ABOUT THIS TASK: For every line that contains the string "edges", pull that line out of the material below.

DATA TO EXAMINE:
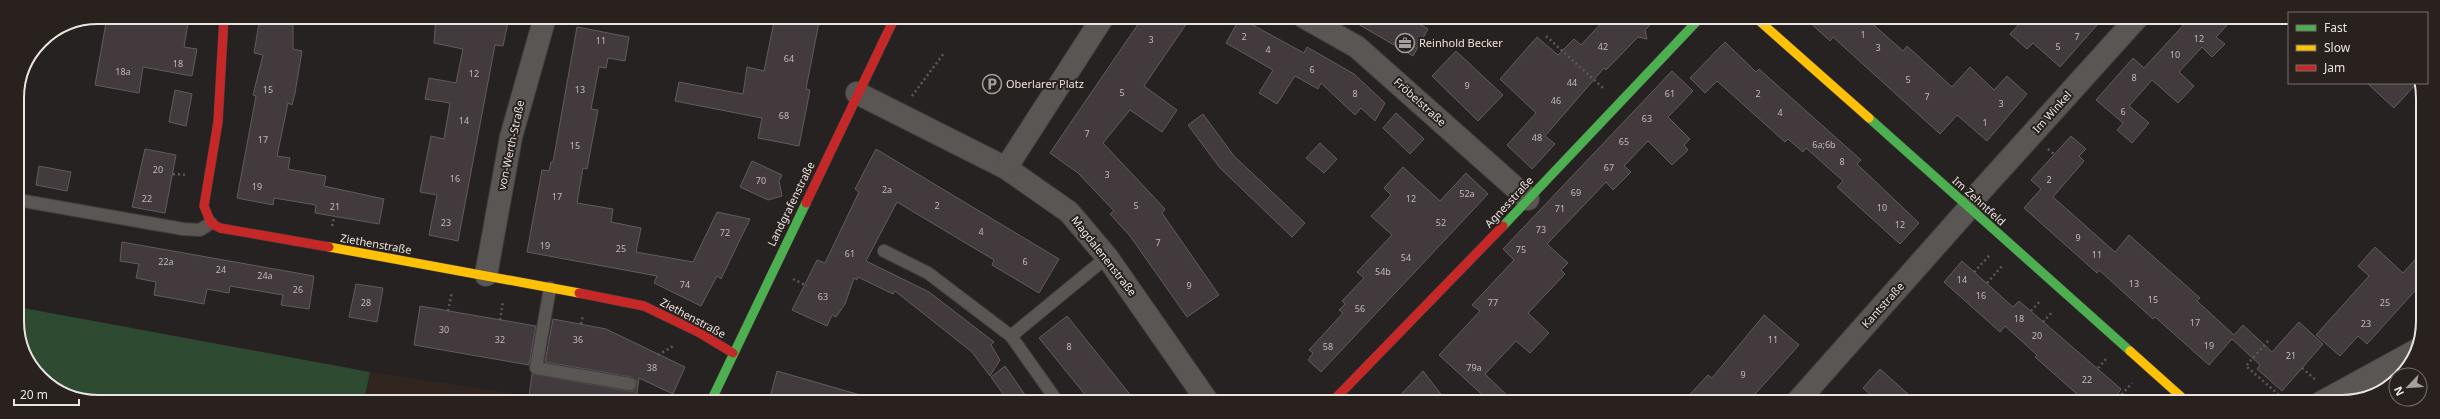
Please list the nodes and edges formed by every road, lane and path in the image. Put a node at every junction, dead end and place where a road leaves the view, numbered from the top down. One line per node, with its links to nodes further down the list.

==

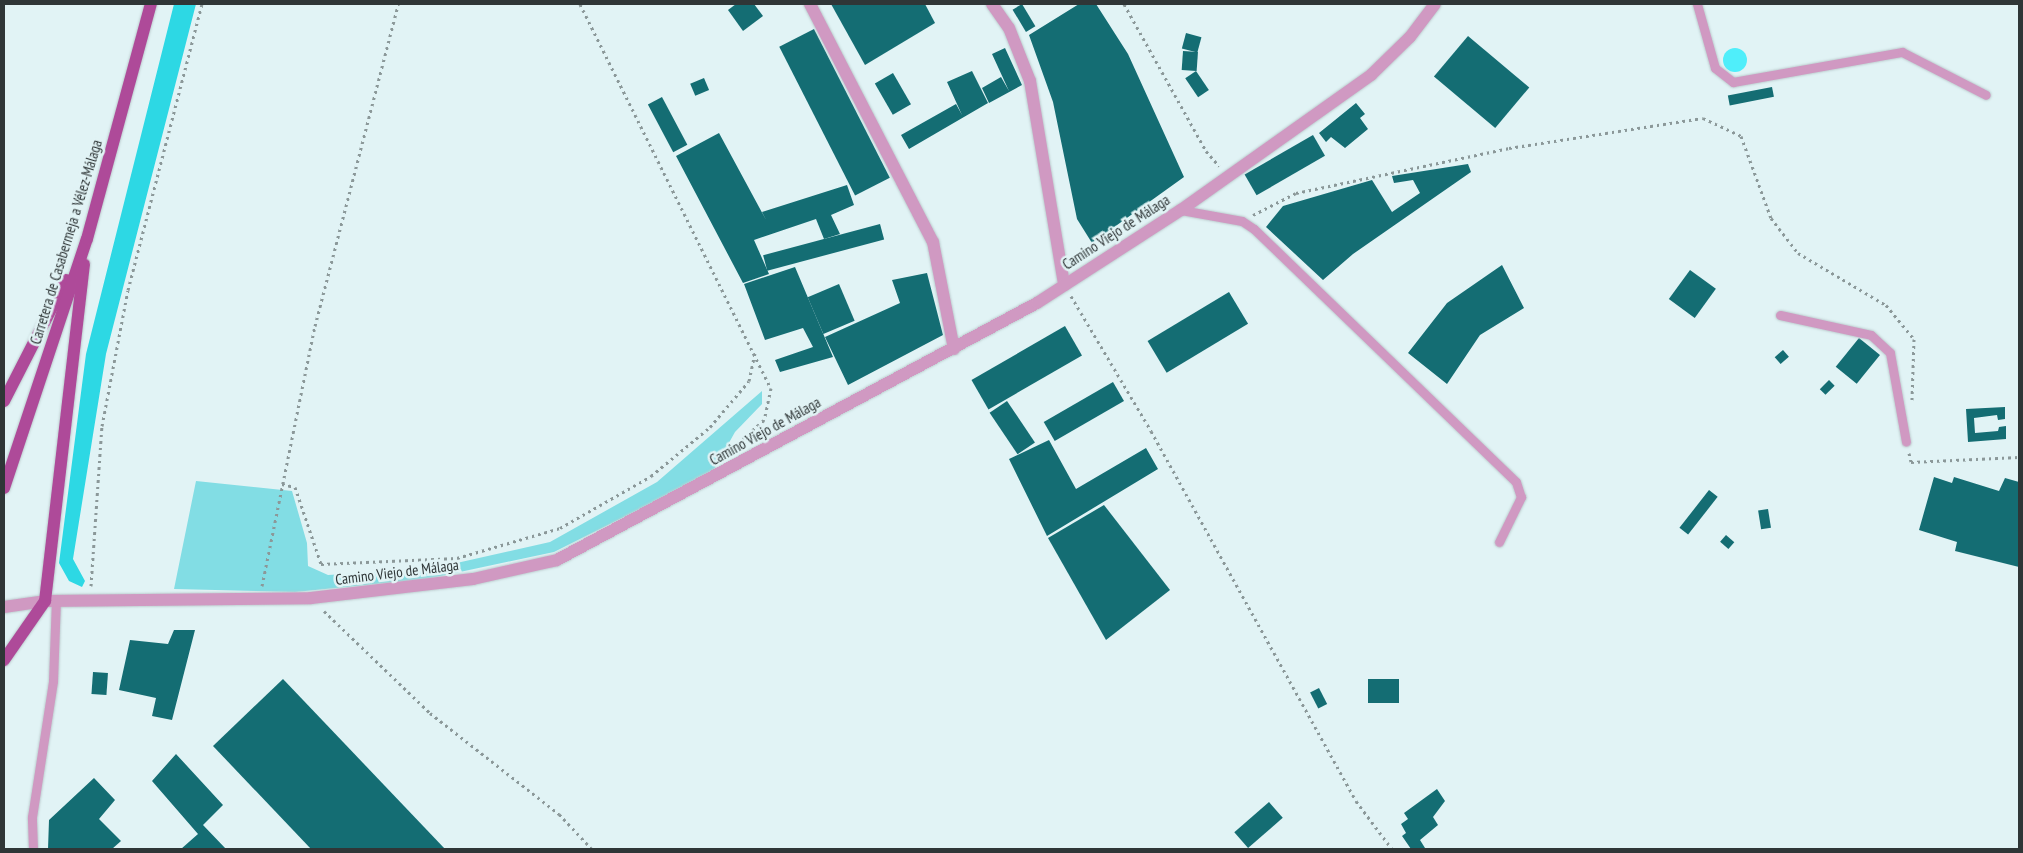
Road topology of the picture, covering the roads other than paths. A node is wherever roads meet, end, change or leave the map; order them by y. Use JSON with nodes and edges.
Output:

SOLUTION TO THIS PROBLEM:
Please list the nodes and edges formed by every road, lane and path in the image. Put a node at every junction, dead end and place where a road leaves the view, numbered from the top down. One line per node, with its links to nodes further down the list.
Road topology of the picture, covering the roads other than paths. A node is wherever roads meet, end, change or leave the map; order them by y. Use JSON with nodes and edges.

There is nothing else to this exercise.